MATERIAL SUPPLIED
==========

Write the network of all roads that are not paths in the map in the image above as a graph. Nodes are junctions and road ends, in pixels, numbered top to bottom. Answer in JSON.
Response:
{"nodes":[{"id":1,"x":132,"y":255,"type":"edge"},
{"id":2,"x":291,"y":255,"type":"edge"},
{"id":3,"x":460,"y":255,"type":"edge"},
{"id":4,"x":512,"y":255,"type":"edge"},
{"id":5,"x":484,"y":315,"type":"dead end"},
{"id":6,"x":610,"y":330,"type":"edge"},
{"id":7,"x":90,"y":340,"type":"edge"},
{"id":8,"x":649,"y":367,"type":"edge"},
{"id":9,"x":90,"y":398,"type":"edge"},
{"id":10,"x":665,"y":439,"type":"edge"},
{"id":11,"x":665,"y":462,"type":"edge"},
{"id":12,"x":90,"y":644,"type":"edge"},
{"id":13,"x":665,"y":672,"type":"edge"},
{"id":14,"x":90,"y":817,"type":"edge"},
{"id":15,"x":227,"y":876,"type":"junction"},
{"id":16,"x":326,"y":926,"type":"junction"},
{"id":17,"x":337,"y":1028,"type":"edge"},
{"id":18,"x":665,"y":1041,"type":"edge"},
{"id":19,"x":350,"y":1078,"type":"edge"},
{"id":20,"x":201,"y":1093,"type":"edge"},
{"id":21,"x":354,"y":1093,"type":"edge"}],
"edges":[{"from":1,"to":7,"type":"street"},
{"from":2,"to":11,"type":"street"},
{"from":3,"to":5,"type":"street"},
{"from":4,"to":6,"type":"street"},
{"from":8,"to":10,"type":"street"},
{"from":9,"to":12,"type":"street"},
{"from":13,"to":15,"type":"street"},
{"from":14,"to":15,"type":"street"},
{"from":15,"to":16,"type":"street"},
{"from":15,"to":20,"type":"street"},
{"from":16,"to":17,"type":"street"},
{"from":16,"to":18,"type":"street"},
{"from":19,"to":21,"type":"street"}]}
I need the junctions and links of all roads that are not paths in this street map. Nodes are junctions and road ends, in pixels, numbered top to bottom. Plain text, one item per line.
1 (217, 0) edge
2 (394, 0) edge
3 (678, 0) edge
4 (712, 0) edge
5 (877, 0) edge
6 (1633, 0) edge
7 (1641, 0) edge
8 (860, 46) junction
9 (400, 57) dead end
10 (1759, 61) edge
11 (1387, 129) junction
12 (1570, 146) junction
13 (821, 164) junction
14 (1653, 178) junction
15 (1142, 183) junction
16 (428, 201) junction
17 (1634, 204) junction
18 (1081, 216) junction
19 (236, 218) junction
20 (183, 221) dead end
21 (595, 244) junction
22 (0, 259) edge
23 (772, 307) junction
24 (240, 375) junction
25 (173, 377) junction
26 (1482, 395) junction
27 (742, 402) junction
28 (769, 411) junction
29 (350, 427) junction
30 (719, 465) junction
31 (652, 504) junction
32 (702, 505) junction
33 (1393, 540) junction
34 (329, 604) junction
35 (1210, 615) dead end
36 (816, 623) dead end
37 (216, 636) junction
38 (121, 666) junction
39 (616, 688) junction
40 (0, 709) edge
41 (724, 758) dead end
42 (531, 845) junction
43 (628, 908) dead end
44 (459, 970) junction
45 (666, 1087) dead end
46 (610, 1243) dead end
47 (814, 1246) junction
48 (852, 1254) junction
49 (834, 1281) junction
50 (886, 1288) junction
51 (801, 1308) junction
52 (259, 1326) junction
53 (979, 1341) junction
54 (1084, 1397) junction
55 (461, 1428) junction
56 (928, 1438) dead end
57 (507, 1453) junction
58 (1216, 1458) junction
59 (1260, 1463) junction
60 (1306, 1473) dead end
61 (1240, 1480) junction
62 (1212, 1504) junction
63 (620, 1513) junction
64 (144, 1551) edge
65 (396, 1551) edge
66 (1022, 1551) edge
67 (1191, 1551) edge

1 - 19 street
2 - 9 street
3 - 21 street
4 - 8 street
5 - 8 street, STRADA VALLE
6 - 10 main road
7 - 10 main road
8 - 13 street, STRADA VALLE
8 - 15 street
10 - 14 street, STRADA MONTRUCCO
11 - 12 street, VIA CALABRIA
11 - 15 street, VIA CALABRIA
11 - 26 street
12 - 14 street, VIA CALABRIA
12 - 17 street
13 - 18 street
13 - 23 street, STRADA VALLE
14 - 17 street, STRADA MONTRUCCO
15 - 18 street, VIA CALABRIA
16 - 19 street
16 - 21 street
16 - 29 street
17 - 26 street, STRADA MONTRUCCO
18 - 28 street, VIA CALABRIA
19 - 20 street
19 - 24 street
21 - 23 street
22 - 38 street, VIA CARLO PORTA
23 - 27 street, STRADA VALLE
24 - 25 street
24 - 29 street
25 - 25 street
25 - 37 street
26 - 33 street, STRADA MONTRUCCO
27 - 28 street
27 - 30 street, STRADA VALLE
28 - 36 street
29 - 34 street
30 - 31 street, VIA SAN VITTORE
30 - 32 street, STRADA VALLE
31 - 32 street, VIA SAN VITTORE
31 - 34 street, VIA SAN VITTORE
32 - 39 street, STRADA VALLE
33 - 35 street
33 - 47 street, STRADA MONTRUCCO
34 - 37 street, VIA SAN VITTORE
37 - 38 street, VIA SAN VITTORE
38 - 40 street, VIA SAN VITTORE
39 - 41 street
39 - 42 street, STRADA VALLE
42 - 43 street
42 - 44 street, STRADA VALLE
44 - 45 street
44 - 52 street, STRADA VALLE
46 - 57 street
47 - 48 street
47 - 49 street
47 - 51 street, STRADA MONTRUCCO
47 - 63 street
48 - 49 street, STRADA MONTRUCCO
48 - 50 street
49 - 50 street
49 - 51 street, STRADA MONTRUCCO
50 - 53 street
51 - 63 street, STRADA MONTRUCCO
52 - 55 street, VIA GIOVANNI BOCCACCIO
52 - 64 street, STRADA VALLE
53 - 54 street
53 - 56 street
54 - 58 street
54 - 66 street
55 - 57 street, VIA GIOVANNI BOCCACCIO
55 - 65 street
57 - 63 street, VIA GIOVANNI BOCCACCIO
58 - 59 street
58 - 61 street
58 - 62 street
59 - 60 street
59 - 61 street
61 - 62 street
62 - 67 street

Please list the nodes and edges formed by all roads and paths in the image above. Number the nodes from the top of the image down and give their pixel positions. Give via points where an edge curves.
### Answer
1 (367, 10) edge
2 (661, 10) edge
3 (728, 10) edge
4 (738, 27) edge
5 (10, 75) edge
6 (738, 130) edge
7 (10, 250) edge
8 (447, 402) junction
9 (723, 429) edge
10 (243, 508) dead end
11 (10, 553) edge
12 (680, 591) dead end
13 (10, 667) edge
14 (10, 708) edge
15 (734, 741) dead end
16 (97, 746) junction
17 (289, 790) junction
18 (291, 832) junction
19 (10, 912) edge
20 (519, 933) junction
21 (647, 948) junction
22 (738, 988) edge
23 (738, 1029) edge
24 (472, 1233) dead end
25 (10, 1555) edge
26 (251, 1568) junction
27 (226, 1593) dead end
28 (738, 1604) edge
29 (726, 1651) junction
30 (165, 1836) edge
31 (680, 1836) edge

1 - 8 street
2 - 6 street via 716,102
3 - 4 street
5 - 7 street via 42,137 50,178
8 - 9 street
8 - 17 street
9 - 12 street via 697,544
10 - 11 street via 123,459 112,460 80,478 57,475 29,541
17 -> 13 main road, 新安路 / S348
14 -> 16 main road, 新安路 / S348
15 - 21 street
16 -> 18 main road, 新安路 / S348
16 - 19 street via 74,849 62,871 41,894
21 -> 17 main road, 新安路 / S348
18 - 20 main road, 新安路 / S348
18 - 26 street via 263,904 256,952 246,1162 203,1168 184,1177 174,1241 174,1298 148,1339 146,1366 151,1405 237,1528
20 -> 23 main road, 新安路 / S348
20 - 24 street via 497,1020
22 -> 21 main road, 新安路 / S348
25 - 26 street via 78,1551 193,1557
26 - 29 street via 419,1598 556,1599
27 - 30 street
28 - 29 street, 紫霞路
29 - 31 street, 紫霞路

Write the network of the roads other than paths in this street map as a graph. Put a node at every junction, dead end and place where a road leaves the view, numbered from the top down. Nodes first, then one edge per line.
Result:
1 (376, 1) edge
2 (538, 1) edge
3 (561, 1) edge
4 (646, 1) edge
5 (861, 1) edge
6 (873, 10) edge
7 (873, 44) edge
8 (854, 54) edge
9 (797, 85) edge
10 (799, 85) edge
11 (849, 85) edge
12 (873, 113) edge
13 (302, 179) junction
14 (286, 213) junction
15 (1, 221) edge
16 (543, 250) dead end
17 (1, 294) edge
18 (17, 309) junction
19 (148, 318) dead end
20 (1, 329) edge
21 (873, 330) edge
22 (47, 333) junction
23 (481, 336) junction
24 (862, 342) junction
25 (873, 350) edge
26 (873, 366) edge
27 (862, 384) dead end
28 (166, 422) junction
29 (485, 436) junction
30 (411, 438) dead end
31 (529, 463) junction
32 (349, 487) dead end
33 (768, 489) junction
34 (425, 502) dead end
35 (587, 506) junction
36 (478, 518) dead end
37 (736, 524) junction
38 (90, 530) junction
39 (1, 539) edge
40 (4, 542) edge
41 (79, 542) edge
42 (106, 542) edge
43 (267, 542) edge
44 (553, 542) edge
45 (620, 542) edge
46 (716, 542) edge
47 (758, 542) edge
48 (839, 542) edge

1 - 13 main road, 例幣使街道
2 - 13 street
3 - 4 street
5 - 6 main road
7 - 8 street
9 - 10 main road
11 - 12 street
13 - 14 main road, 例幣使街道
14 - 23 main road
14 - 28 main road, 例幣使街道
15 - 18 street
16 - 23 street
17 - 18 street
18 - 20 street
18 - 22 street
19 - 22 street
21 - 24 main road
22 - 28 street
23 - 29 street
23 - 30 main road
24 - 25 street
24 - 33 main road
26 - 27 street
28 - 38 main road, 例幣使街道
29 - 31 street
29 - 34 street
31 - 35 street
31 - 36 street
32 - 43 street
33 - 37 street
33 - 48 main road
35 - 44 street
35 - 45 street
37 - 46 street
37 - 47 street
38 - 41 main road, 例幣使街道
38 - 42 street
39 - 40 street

==========

TASK DIRECTIONS
Give the total number of lines in the entries that contain the word "edges", with no other words.

OUTPUT FOR THIS TASK
2